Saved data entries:
============
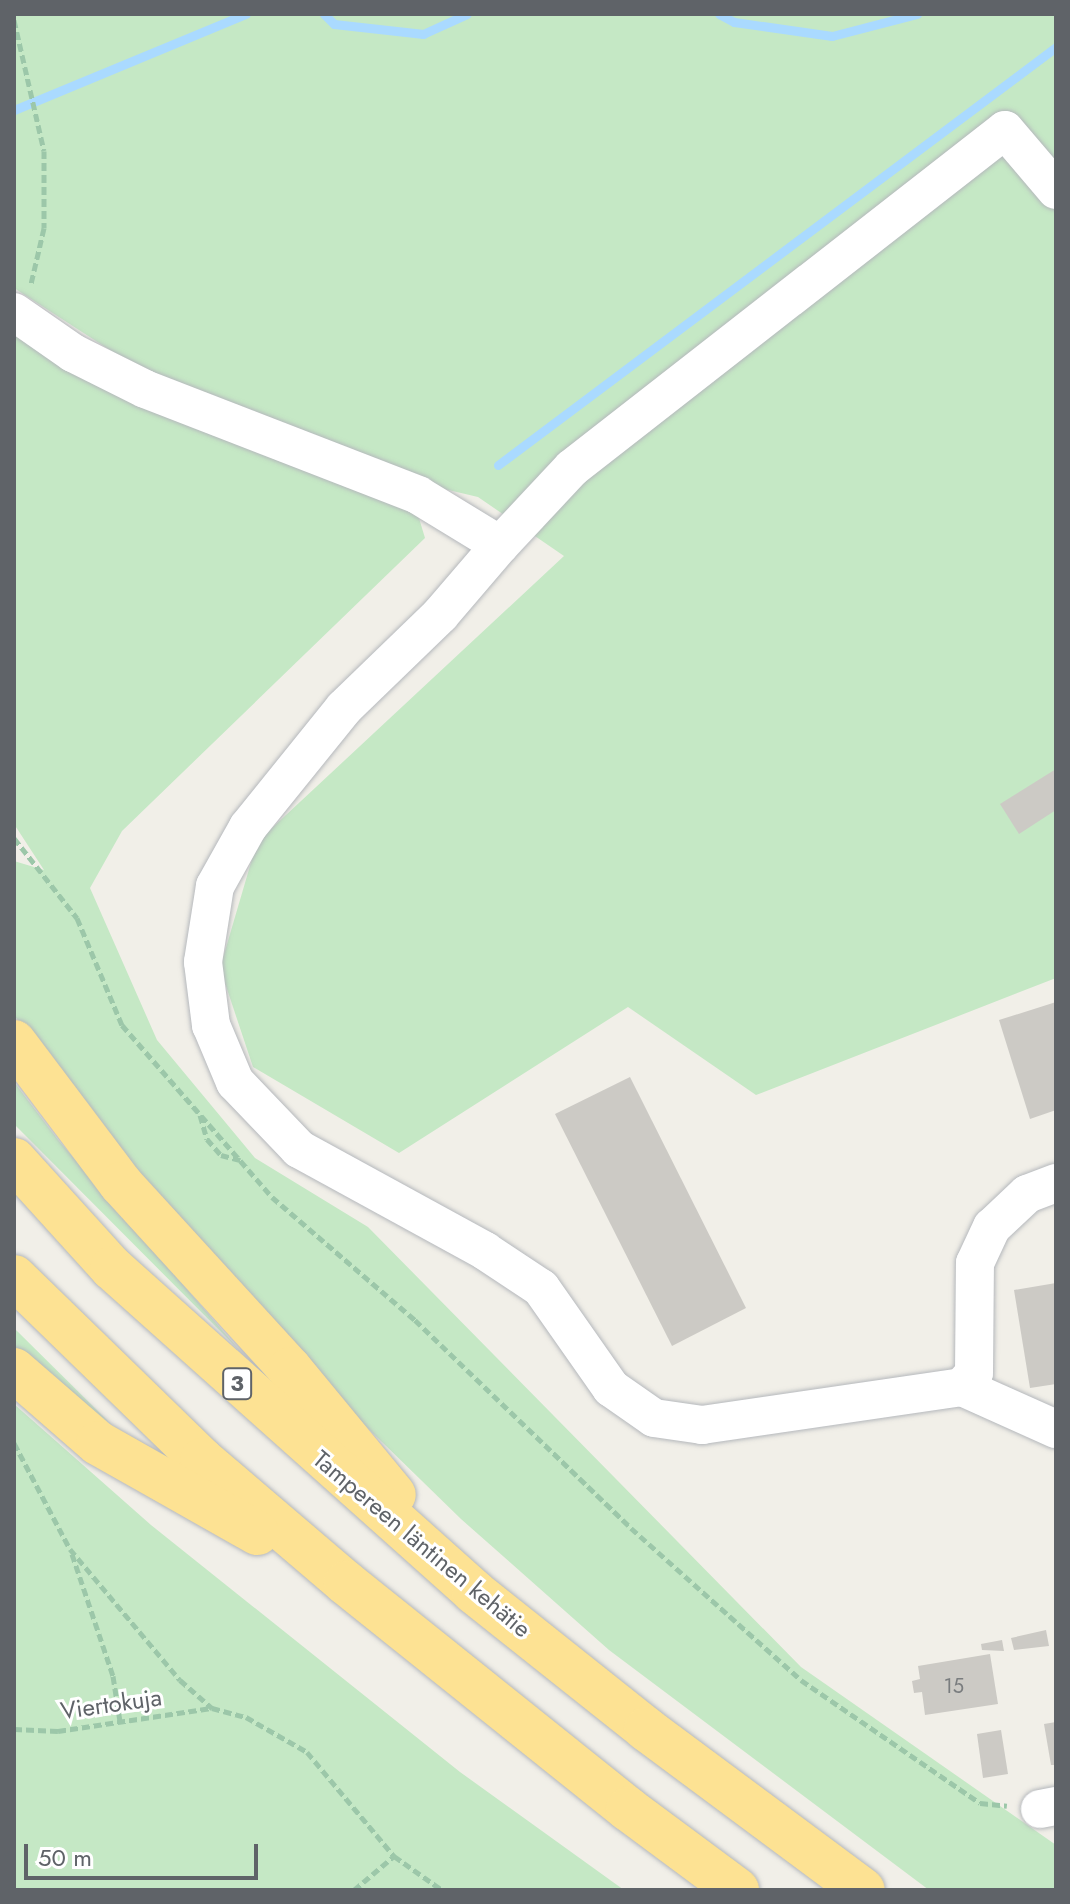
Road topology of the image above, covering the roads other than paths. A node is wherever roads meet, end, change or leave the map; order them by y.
1 (1056, 190) edge
2 (17, 314) edge
3 (500, 545) junction
4 (14, 1042) edge
5 (14, 1160) edge
6 (1056, 1183) edge
7 (14, 1277) edge
8 (14, 1370) edge
9 (962, 1387) junction
10 (1056, 1429) edge
11 (346, 1583) junction
12 (474, 1592) junction
13 (737, 1890) edge
14 (863, 1890) edge

1 - 3 lane
2 - 3 lane
3 - 9 lane
4 - 12 highway
5 - 12 highway, Tampereen läntinen kehätie / 3
6 - 9 lane
7 - 11 highway
8 - 11 highway
9 - 10 lane
11 - 13 highway
12 - 14 highway, Tampereen läntinen kehätie / 3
============
■ Goal of the exercise: Every line above should be copied exactly, apart from any pictures.

■ Output below:
Road topology of the image above, covering the roads other than paths. A node is wherever roads meet, end, change or leave the map; order them by y.
1 (1056, 190) edge
2 (17, 314) edge
3 (500, 545) junction
4 (14, 1042) edge
5 (14, 1160) edge
6 (1056, 1183) edge
7 (14, 1277) edge
8 (14, 1370) edge
9 (962, 1387) junction
10 (1056, 1429) edge
11 (346, 1583) junction
12 (474, 1592) junction
13 (737, 1890) edge
14 (863, 1890) edge

1 - 3 lane
2 - 3 lane
3 - 9 lane
4 - 12 highway
5 - 12 highway, Tampereen läntinen kehätie / 3
6 - 9 lane
7 - 11 highway
8 - 11 highway
9 - 10 lane
11 - 13 highway
12 - 14 highway, Tampereen läntinen kehätie / 3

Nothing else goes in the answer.